Each year on Dec. 13, St. Lucia Day is celebrated throughout Sweden, Norway, and Finland. Just as Christmas traditions are unique to the certain countries of the world, St. Lucia Day festivities are unique to Scandinavia.
St. Lucia Day, also known as St. Lucy's Day, is held in honor of the woman said to have been one of the first Christian martyrs in history. Due to her religious faith, St. Lucia was martyred by the Romans in 304 A.D. Today, the holiday plays a central role in Christmastime celebrations in Scandinavia. Globally, however, St. Lucia hasn't received the recognition that other martyrs, such as Joan of Arc, have.
How St. Lucia Day Is Celebrated
St. Lucia Day is celebrated with candlelight and traditional candlelit processions, similar to the luminarias procession in some parts of the Southwest United States. Scandinavians not only honor St. Lucia with candlelight, but they also dress like her in commemoration.
For example, the eldest girl in the family will oftentimes portray St. Lucia by putting on a white robe in the morning. She might also wear a crown full of candles because legend has it that St. Lucia wore candles in her hair to allow her to hold food for Rome's persecuted Christians in her hands. Given this, the eldest daughters in families also serve their parents Lucia buns (sweet, saffron, S-shaped rolls) and coffee or mulled wine.

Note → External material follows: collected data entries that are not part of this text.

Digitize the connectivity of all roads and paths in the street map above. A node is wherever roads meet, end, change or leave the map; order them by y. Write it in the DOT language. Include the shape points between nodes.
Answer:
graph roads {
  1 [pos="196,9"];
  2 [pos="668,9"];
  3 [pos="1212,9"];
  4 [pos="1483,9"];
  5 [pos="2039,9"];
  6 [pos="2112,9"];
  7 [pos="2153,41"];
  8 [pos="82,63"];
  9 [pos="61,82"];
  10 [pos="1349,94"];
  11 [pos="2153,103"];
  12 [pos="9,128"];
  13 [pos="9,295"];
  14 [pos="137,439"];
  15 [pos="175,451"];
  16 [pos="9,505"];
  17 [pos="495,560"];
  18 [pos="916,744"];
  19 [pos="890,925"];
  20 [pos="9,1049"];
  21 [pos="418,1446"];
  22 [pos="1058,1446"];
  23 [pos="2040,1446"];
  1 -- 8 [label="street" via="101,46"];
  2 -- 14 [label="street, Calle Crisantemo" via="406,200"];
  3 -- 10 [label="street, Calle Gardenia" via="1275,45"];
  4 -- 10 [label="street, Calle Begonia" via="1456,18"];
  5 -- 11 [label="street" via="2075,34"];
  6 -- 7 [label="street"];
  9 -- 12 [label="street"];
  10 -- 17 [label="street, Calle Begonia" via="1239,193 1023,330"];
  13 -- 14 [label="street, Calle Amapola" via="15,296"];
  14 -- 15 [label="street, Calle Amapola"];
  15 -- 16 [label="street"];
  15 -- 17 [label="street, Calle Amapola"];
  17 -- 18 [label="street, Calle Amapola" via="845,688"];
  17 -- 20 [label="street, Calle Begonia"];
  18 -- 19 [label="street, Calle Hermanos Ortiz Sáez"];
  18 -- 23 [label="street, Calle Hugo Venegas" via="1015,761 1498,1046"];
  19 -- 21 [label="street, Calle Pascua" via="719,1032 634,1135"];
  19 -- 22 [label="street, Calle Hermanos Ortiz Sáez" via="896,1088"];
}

During church, the women will sing the traditional St. Lucia song, which describes how the martyr overcame the darkness and found the light. Each of the Scandinavian countries has similar lyrics in their native tongues. So, both in church and in private households, girls and women have a special role in remembering the saint.

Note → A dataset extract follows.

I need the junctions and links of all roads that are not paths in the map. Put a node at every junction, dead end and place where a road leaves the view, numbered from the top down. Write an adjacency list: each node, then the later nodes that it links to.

In Scandinavian history, the night of St. Lucia was known to be the longest night of the year (winter solstice), which was changed when the Gregorian calendar was reformed. Prior to their conversion to Christianity, the Norse observed the solstice with huge bonfires designed to ward off evil spirits, but when Christianity spread among the Nordic peoples (circa 1000), they, too, began to commemorate the martyrdom of St. Lucia. Essentially, the festival has aspects of Christian customs and pagan customs alike.
The St. Lucia Day festival of light also has symbolic overtones. During a dark winter in Scandinavia, the idea of light overcoming darkness and the promise of returning sunlight has been welcomed by the locals for hundreds of years. The celebrations and processions on Saint Lucia Day are illuminated by thousands of candles.
Traveling During St. Lucia Day
Though widely celebrated, St. Lucia Day is not a public holiday in Sweden or any other Scandinavian country; therefore, businesses are not required to close on this day. Instead, tourists will be delighted to find that the local businesses participate in the tradition, choosing their own St. Lucia and hosting concerts and the like.
On the morning of St. Lucia Day, tune into Sweden's annual broadcast of a concert and procession including celebrity guests. Join in on the celebration. Festive spirits abound.